**Task item**
Across the entries below, tally every line that holds the word "Left". Give only the tally.

**Data listing**
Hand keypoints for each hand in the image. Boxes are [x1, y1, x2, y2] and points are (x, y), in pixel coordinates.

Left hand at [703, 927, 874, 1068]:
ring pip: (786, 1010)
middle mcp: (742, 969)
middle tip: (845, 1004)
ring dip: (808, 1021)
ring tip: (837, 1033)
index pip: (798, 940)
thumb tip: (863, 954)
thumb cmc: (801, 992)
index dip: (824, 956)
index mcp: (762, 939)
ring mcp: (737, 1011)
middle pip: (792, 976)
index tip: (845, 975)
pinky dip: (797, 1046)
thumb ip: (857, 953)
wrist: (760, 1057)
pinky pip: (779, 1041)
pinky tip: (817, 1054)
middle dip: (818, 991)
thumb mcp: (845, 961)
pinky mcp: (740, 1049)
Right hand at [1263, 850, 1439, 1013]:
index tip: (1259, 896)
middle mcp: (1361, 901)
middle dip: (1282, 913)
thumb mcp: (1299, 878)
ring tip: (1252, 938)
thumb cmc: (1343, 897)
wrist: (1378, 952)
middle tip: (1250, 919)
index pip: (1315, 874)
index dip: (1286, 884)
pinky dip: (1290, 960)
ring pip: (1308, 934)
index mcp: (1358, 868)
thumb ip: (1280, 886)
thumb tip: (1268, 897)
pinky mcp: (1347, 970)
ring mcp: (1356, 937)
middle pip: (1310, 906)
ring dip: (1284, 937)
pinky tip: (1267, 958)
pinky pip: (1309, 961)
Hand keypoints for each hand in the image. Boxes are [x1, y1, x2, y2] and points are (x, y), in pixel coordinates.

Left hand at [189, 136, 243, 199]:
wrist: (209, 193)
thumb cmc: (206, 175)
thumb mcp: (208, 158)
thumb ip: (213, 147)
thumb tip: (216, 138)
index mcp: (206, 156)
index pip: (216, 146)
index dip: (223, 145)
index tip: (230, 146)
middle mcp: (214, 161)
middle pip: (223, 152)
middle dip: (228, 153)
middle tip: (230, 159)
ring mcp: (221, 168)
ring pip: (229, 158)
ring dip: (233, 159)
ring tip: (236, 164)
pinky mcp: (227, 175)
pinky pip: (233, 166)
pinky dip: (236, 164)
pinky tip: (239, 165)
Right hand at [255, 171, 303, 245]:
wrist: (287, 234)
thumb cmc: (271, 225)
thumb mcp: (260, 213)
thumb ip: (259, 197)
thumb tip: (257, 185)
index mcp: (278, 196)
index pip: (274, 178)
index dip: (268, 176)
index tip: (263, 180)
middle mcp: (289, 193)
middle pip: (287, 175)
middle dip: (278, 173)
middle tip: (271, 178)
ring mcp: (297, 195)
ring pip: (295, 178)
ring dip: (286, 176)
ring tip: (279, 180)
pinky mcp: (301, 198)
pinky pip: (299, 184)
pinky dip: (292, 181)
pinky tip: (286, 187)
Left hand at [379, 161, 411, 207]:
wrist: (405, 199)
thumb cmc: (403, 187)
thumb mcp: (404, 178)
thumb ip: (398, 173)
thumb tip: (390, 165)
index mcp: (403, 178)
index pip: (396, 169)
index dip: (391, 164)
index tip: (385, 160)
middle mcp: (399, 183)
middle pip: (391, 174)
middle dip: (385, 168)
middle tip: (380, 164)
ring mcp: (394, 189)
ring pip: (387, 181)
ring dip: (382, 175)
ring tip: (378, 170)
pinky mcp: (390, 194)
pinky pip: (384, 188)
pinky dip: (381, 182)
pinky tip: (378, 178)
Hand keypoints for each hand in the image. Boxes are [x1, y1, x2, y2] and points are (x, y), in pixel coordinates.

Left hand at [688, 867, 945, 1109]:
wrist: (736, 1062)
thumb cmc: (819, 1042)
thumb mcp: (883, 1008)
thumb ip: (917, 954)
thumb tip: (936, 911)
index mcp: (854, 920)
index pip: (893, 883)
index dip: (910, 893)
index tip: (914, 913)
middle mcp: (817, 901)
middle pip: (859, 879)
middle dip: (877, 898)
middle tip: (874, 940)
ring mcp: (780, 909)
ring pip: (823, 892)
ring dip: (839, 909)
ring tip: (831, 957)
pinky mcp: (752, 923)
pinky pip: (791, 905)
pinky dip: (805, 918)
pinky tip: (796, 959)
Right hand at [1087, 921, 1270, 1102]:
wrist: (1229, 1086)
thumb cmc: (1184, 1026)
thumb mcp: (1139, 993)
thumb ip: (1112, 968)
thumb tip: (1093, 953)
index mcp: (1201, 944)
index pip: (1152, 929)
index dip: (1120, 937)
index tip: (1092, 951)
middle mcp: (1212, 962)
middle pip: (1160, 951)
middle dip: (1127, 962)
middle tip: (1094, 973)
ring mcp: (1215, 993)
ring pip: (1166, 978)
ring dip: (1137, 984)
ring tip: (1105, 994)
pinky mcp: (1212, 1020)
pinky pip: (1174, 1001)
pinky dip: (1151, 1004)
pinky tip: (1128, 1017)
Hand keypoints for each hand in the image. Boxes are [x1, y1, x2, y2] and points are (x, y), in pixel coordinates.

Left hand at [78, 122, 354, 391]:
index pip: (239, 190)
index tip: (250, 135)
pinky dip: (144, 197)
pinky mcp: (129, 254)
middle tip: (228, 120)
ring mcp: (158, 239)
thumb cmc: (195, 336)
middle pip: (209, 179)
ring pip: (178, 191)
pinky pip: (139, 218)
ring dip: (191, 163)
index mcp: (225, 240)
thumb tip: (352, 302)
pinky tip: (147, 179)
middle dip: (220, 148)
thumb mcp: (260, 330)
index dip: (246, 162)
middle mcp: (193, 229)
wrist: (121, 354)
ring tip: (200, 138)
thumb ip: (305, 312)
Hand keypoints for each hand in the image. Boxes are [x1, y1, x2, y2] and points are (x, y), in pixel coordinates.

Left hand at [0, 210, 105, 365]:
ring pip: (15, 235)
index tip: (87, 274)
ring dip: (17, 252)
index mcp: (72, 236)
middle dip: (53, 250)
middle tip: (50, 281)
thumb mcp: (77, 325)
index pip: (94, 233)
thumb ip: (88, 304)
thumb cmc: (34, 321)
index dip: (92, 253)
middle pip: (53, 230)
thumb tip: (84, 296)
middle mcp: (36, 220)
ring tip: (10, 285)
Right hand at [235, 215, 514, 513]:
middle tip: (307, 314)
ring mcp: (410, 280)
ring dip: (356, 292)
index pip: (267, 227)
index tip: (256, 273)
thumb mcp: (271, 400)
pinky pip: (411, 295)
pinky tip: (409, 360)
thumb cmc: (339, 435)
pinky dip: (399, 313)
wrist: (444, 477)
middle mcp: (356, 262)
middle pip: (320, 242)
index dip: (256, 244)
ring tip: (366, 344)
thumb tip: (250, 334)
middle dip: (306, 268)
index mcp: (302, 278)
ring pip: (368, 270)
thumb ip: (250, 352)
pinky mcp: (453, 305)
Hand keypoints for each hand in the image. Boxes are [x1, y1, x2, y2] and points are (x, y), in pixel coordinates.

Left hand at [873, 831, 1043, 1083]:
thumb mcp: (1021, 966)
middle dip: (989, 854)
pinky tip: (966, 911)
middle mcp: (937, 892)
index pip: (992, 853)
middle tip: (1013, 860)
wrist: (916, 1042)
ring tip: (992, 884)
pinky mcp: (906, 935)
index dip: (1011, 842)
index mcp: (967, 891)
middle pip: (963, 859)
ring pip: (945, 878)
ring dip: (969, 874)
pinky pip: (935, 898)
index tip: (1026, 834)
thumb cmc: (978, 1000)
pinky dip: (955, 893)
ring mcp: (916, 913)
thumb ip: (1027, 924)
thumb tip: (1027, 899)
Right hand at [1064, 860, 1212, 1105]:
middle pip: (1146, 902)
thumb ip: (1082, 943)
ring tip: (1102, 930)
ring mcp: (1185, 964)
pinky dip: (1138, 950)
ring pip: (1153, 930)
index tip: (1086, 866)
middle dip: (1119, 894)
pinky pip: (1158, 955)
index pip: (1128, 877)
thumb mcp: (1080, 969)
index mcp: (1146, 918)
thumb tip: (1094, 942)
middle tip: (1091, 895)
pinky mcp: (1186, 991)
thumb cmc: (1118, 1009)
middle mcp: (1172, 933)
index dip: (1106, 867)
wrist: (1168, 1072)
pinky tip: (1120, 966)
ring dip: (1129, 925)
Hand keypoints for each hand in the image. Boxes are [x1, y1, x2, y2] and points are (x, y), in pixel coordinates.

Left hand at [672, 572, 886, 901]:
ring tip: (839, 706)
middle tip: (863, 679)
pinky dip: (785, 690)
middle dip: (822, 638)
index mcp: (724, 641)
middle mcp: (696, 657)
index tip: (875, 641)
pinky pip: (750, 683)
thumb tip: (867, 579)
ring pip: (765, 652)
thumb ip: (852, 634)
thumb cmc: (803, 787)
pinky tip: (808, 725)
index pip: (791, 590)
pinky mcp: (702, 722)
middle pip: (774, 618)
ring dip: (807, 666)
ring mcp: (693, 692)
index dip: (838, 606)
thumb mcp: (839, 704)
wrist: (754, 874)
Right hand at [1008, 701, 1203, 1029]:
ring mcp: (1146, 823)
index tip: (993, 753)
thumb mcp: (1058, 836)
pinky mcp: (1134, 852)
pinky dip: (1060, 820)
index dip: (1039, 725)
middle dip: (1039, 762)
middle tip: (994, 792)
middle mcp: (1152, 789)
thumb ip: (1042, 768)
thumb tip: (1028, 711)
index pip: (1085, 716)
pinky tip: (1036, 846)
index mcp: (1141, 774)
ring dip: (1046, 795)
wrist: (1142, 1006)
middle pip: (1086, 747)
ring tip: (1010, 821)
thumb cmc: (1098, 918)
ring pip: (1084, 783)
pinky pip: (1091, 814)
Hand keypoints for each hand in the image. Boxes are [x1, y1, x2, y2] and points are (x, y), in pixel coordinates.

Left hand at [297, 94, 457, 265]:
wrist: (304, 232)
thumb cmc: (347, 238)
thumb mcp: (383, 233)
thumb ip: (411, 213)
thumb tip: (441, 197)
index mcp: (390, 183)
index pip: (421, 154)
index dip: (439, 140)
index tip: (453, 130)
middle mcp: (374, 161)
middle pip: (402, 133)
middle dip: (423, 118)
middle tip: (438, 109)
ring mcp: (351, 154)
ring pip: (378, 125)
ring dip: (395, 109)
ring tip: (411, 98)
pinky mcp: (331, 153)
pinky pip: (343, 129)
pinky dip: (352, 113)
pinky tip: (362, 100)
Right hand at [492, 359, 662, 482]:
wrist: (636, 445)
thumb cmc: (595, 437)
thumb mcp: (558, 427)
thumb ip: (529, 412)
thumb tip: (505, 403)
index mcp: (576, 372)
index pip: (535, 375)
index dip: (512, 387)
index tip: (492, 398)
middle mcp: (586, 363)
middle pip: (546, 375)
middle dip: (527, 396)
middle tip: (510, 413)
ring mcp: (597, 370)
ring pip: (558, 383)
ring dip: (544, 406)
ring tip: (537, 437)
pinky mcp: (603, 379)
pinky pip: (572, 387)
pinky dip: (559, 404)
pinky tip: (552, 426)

**Written solution**
9